▶ **What this task involves**
Reproduce the listing in its entirety. Do not reproduce the pictures.

▶ **Exercise materials**

BEGIN

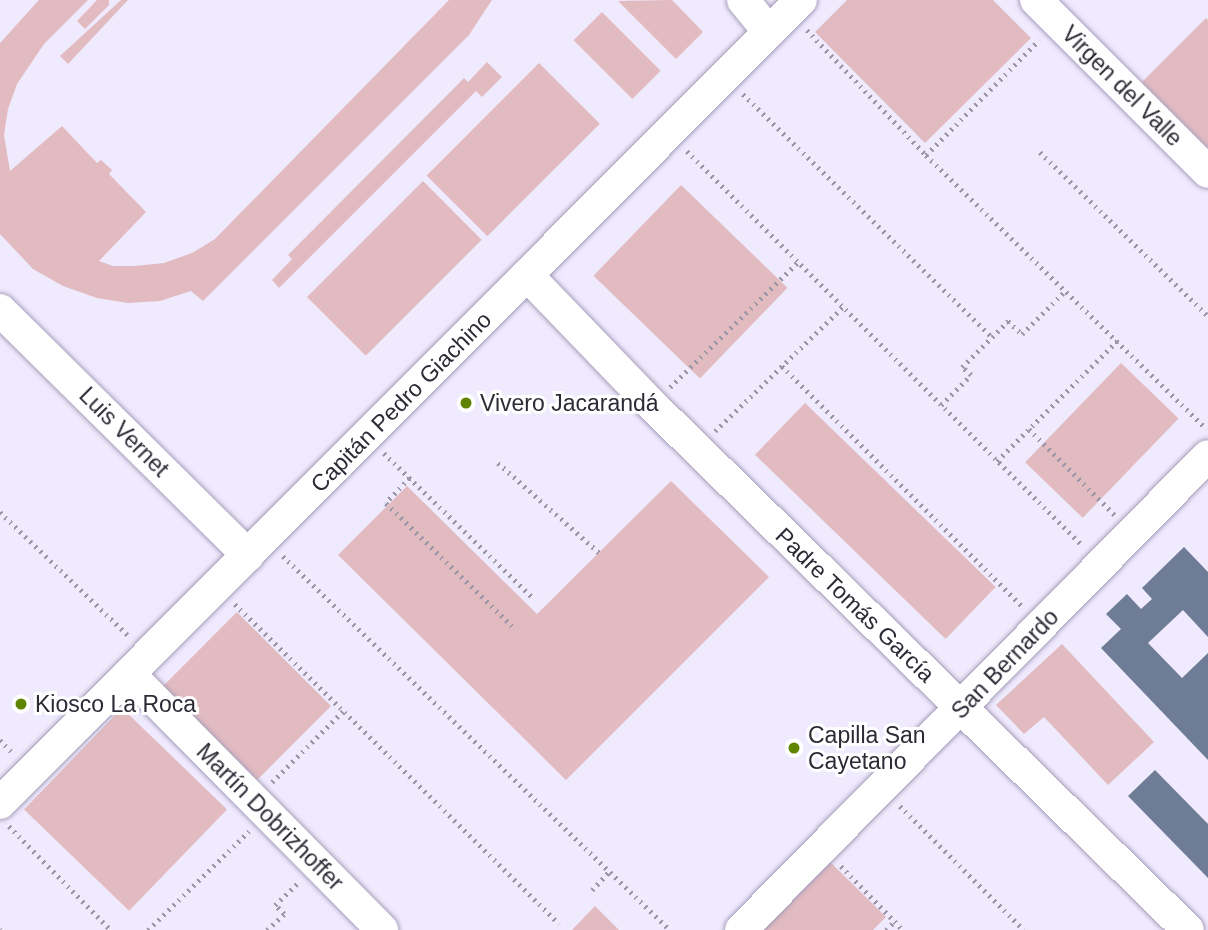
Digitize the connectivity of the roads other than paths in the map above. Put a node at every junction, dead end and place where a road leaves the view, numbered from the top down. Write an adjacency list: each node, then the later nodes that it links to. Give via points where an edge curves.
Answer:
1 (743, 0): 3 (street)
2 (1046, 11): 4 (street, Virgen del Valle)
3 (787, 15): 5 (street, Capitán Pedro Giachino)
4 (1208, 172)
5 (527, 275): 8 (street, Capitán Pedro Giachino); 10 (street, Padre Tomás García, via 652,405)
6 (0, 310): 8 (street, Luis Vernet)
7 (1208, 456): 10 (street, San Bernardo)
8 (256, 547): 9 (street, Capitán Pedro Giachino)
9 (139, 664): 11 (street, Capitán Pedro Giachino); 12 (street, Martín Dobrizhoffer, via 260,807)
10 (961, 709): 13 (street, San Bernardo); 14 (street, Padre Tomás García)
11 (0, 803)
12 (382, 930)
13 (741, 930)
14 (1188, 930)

END

▶ **Written solution**
Digitize the connectivity of the roads other than paths in the map above. Put a node at every junction, dead end and place where a road leaves the view, numbered from the top down. Write an adjacency list: each node, then the later nodes that it links to. Give via points where an edge curves.
Answer:
1 (743, 0): 3 (street)
2 (1046, 11): 4 (street, Virgen del Valle)
3 (787, 15): 5 (street, Capitán Pedro Giachino)
4 (1208, 172)
5 (527, 275): 8 (street, Capitán Pedro Giachino); 10 (street, Padre Tomás García, via 652,405)
6 (0, 310): 8 (street, Luis Vernet)
7 (1208, 456): 10 (street, San Bernardo)
8 (256, 547): 9 (street, Capitán Pedro Giachino)
9 (139, 664): 11 (street, Capitán Pedro Giachino); 12 (street, Martín Dobrizhoffer, via 260,807)
10 (961, 709): 13 (street, San Bernardo); 14 (street, Padre Tomás García)
11 (0, 803)
12 (382, 930)
13 (741, 930)
14 (1188, 930)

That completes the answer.